§ **WHAT NEEDS TO BE DONE**:
So long as no pictures are carried over, output the records below exactly.

§ **EXTRACTED DATA**:
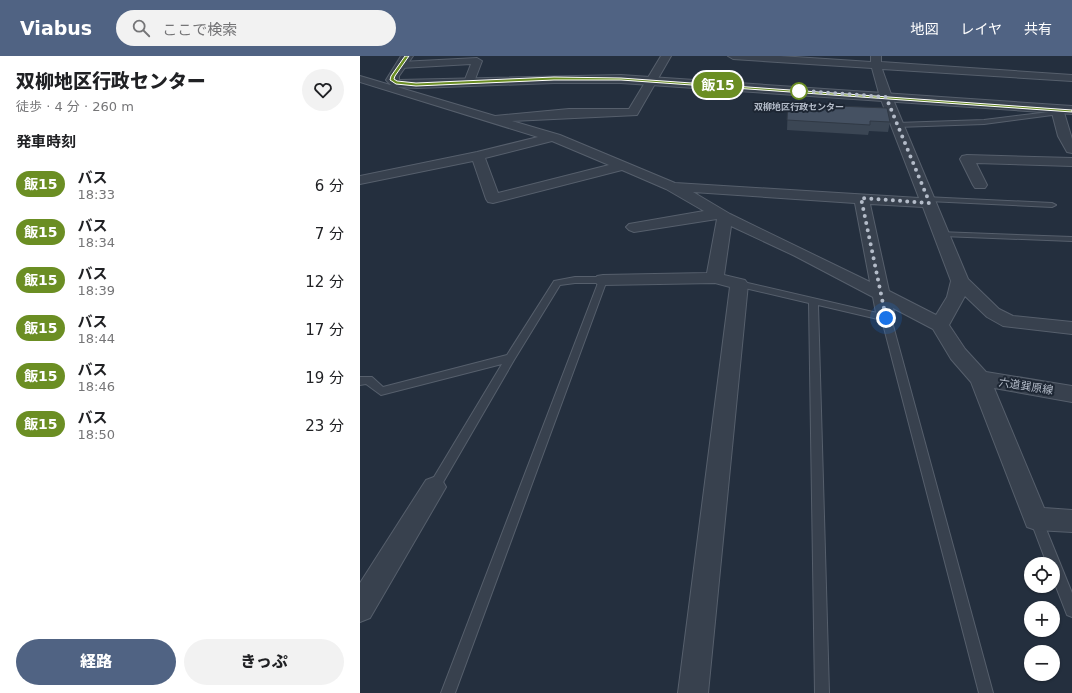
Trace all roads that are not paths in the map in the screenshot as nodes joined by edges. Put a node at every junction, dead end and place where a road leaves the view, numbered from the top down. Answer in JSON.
{"nodes":[{"id":1,"x":666,"y":56,"type":"edge"},
{"id":2,"x":732,"y":56,"type":"edge"},
{"id":3,"x":404,"y":60,"type":"edge"},
{"id":4,"x":839,"y":60,"type":"edge"},
{"id":5,"x":876,"y":61,"type":"edge"},
{"id":6,"x":1072,"y":78,"type":"edge"},
{"id":7,"x":360,"y":80,"type":"edge"},
{"id":8,"x":652,"y":80,"type":"junction"},
{"id":9,"x":469,"y":82,"type":"junction"},
{"id":10,"x":886,"y":97,"type":"junction"},
{"id":11,"x":1072,"y":110,"type":"edge"},
{"id":12,"x":1057,"y":111,"type":"junction"},
{"id":13,"x":490,"y":119,"type":"junction"},
{"id":14,"x":897,"y":125,"type":"junction"},
{"id":15,"x":553,"y":137,"type":"junction"},
{"id":16,"x":1070,"y":142,"type":"edge"},
{"id":17,"x":478,"y":156,"type":"junction"},
{"id":18,"x":1072,"y":162,"type":"edge"},
{"id":19,"x":622,"y":166,"type":"junction"},
{"id":20,"x":360,"y":180,"type":"edge"},
{"id":21,"x":980,"y":185,"type":"dead end"},
{"id":22,"x":671,"y":186,"type":"junction"},
{"id":23,"x":861,"y":198,"type":"junction"},
{"id":24,"x":928,"y":201,"type":"junction"},
{"id":25,"x":1052,"y":205,"type":"dead end"},
{"id":26,"x":722,"y":215,"type":"junction"},
{"id":27,"x":634,"y":227,"type":"dead end"},
{"id":28,"x":942,"y":234,"type":"junction"},
{"id":29,"x":1072,"y":239,"type":"edge"},
{"id":30,"x":715,"y":278,"type":"junction"},
{"id":31,"x":603,"y":280,"type":"junction"},
{"id":32,"x":960,"y":281,"type":"junction"},
{"id":33,"x":739,"y":284,"type":"junction"},
{"id":34,"x":881,"y":296,"type":"junction"},
{"id":35,"x":813,"y":301,"type":"junction"},
{"id":36,"x":886,"y":318,"type":"junction"},
{"id":37,"x":940,"y":325,"type":"junction"},
{"id":38,"x":1072,"y":328,"type":"edge"},
{"id":39,"x":510,"y":358,"type":"junction"},
{"id":40,"x":980,"y":378,"type":"junction"},
{"id":41,"x":360,"y":381,"type":"edge"},
{"id":42,"x":1072,"y":394,"type":"edge"},
{"id":43,"x":434,"y":487,"type":"joint"},
{"id":44,"x":1036,"y":519,"type":"junction"},
{"id":45,"x":1072,"y":521,"type":"edge"},
{"id":46,"x":360,"y":608,"type":"edge"},
{"id":47,"x":1072,"y":610,"type":"edge"},
{"id":48,"x":448,"y":693,"type":"edge"},
{"id":49,"x":693,"y":693,"type":"edge"},
{"id":50,"x":822,"y":693,"type":"edge"},
{"id":51,"x":986,"y":693,"type":"edge"}],
"edges":[{"from":1,"to":8,"type":"street"},
{"from":2,"to":4,"type":"street"},
{"from":3,"to":9,"type":"street"},
{"from":3,"to":9,"type":"street"},
{"from":4,"to":5,"type":"street"},
{"from":5,"to":6,"type":"street"},
{"from":5,"to":10,"type":"street"},
{"from":7,"to":13,"type":"street"},
{"from":8,"to":9,"type":"street"},
{"from":8,"to":10,"type":"street"},
{"from":8,"to":13,"type":"street"},
{"from":10,"to":12,"type":"street"},
{"from":10,"to":14,"type":"street"},
{"from":11,"to":12,"type":"street"},
{"from":12,"to":14,"type":"lane"},
{"from":12,"to":16,"type":"street"},
{"from":13,"to":15,"type":"street"},
{"from":14,"to":24,"type":"street"},
{"from":15,"to":17,"type":"street"},
{"from":15,"to":19,"type":"street"},
{"from":17,"to":19,"type":"street"},
{"from":17,"to":20,"type":"street"},
{"from":18,"to":21,"type":"street"},
{"from":19,"to":22,"type":"street"},
{"from":22,"to":23,"type":"street"},
{"from":22,"to":26,"type":"street"},
{"from":23,"to":24,"type":"street"},
{"from":23,"to":34,"type":"street"},
{"from":24,"to":25,"type":"lane"},
{"from":24,"to":28,"type":"street"},
{"from":26,"to":27,"type":"street"},
{"from":26,"to":30,"type":"street"},
{"from":26,"to":34,"type":"street"},
{"from":28,"to":29,"type":"lane"},
{"from":28,"to":32,"type":"street"},
{"from":30,"to":31,"type":"street"},
{"from":30,"to":33,"type":"street"},
{"from":31,"to":39,"type":"lane"},
{"from":31,"to":48,"type":"lane"},
{"from":32,"to":37,"type":"street"},
{"from":32,"to":38,"type":"street"},
{"from":33,"to":35,"type":"lane"},
{"from":33,"to":49,"type":"street"},
{"from":34,"to":36,"type":"street"},
{"from":34,"to":37,"type":"street"},
{"from":35,"to":36,"type":"lane"},
{"from":35,"to":50,"type":"lane"},
{"from":36,"to":51,"type":"lane"},
{"from":37,"to":40,"type":"street"},
{"from":39,"to":41,"type":"lane"},
{"from":39,"to":43,"type":"lane"},
{"from":40,"to":42,"type":"street","name":"六道巽原線"},
{"from":40,"to":44,"type":"street"},
{"from":43,"to":46,"type":"street"},
{"from":44,"to":45,"type":"street"},
{"from":44,"to":47,"type":"lane"}]}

§ **TASK OUTPUT**:
Trace all roads that are not paths in the map in the screenshot as nodes joined by edges. Put a node at every junction, dead end and place where a road leaves the view, numbered from the top down. Answer in JSON.
{"nodes":[{"id":1,"x":666,"y":56,"type":"edge"},
{"id":2,"x":732,"y":56,"type":"edge"},
{"id":3,"x":404,"y":60,"type":"edge"},
{"id":4,"x":839,"y":60,"type":"edge"},
{"id":5,"x":876,"y":61,"type":"edge"},
{"id":6,"x":1072,"y":78,"type":"edge"},
{"id":7,"x":360,"y":80,"type":"edge"},
{"id":8,"x":652,"y":80,"type":"junction"},
{"id":9,"x":469,"y":82,"type":"junction"},
{"id":10,"x":886,"y":97,"type":"junction"},
{"id":11,"x":1072,"y":110,"type":"edge"},
{"id":12,"x":1057,"y":111,"type":"junction"},
{"id":13,"x":490,"y":119,"type":"junction"},
{"id":14,"x":897,"y":125,"type":"junction"},
{"id":15,"x":553,"y":137,"type":"junction"},
{"id":16,"x":1070,"y":142,"type":"edge"},
{"id":17,"x":478,"y":156,"type":"junction"},
{"id":18,"x":1072,"y":162,"type":"edge"},
{"id":19,"x":622,"y":166,"type":"junction"},
{"id":20,"x":360,"y":180,"type":"edge"},
{"id":21,"x":980,"y":185,"type":"dead end"},
{"id":22,"x":671,"y":186,"type":"junction"},
{"id":23,"x":861,"y":198,"type":"junction"},
{"id":24,"x":928,"y":201,"type":"junction"},
{"id":25,"x":1052,"y":205,"type":"dead end"},
{"id":26,"x":722,"y":215,"type":"junction"},
{"id":27,"x":634,"y":227,"type":"dead end"},
{"id":28,"x":942,"y":234,"type":"junction"},
{"id":29,"x":1072,"y":239,"type":"edge"},
{"id":30,"x":715,"y":278,"type":"junction"},
{"id":31,"x":603,"y":280,"type":"junction"},
{"id":32,"x":960,"y":281,"type":"junction"},
{"id":33,"x":739,"y":284,"type":"junction"},
{"id":34,"x":881,"y":296,"type":"junction"},
{"id":35,"x":813,"y":301,"type":"junction"},
{"id":36,"x":886,"y":318,"type":"junction"},
{"id":37,"x":940,"y":325,"type":"junction"},
{"id":38,"x":1072,"y":328,"type":"edge"},
{"id":39,"x":510,"y":358,"type":"junction"},
{"id":40,"x":980,"y":378,"type":"junction"},
{"id":41,"x":360,"y":381,"type":"edge"},
{"id":42,"x":1072,"y":394,"type":"edge"},
{"id":43,"x":434,"y":487,"type":"joint"},
{"id":44,"x":1036,"y":519,"type":"junction"},
{"id":45,"x":1072,"y":521,"type":"edge"},
{"id":46,"x":360,"y":608,"type":"edge"},
{"id":47,"x":1072,"y":610,"type":"edge"},
{"id":48,"x":448,"y":693,"type":"edge"},
{"id":49,"x":693,"y":693,"type":"edge"},
{"id":50,"x":822,"y":693,"type":"edge"},
{"id":51,"x":986,"y":693,"type":"edge"}],
"edges":[{"from":1,"to":8,"type":"street"},
{"from":2,"to":4,"type":"street"},
{"from":3,"to":9,"type":"street"},
{"from":3,"to":9,"type":"street"},
{"from":4,"to":5,"type":"street"},
{"from":5,"to":6,"type":"street"},
{"from":5,"to":10,"type":"street"},
{"from":7,"to":13,"type":"street"},
{"from":8,"to":9,"type":"street"},
{"from":8,"to":10,"type":"street"},
{"from":8,"to":13,"type":"street"},
{"from":10,"to":12,"type":"street"},
{"from":10,"to":14,"type":"street"},
{"from":11,"to":12,"type":"street"},
{"from":12,"to":14,"type":"lane"},
{"from":12,"to":16,"type":"street"},
{"from":13,"to":15,"type":"street"},
{"from":14,"to":24,"type":"street"},
{"from":15,"to":17,"type":"street"},
{"from":15,"to":19,"type":"street"},
{"from":17,"to":19,"type":"street"},
{"from":17,"to":20,"type":"street"},
{"from":18,"to":21,"type":"street"},
{"from":19,"to":22,"type":"street"},
{"from":22,"to":23,"type":"street"},
{"from":22,"to":26,"type":"street"},
{"from":23,"to":24,"type":"street"},
{"from":23,"to":34,"type":"street"},
{"from":24,"to":25,"type":"lane"},
{"from":24,"to":28,"type":"street"},
{"from":26,"to":27,"type":"street"},
{"from":26,"to":30,"type":"street"},
{"from":26,"to":34,"type":"street"},
{"from":28,"to":29,"type":"lane"},
{"from":28,"to":32,"type":"street"},
{"from":30,"to":31,"type":"street"},
{"from":30,"to":33,"type":"street"},
{"from":31,"to":39,"type":"lane"},
{"from":31,"to":48,"type":"lane"},
{"from":32,"to":37,"type":"street"},
{"from":32,"to":38,"type":"street"},
{"from":33,"to":35,"type":"lane"},
{"from":33,"to":49,"type":"street"},
{"from":34,"to":36,"type":"street"},
{"from":34,"to":37,"type":"street"},
{"from":35,"to":36,"type":"lane"},
{"from":35,"to":50,"type":"lane"},
{"from":36,"to":51,"type":"lane"},
{"from":37,"to":40,"type":"street"},
{"from":39,"to":41,"type":"lane"},
{"from":39,"to":43,"type":"lane"},
{"from":40,"to":42,"type":"street","name":"六道巽原線"},
{"from":40,"to":44,"type":"street"},
{"from":43,"to":46,"type":"street"},
{"from":44,"to":45,"type":"street"},
{"from":44,"to":47,"type":"lane"}]}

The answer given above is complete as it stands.